#### DIRECTIONS:
What lines in the entries hold the string "Trickey"? List them.

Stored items
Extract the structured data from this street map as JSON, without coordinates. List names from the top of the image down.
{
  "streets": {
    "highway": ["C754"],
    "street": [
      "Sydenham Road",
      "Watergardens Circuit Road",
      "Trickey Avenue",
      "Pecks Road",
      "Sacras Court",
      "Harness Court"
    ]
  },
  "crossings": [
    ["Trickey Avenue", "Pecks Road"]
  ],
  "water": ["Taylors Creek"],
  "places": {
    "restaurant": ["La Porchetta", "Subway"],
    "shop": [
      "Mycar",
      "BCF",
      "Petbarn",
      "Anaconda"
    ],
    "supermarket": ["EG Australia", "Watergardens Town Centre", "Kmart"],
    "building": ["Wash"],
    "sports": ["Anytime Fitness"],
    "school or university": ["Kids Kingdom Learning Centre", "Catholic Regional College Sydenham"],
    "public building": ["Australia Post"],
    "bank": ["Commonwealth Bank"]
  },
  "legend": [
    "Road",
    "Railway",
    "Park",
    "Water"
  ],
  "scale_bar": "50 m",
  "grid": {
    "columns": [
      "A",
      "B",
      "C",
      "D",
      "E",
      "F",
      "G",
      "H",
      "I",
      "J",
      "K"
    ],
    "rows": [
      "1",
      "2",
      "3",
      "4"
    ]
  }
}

#### EXPECTED OUTPUT:
      "Trickey Avenue",
    ["Trickey Avenue", "Pecks Road"]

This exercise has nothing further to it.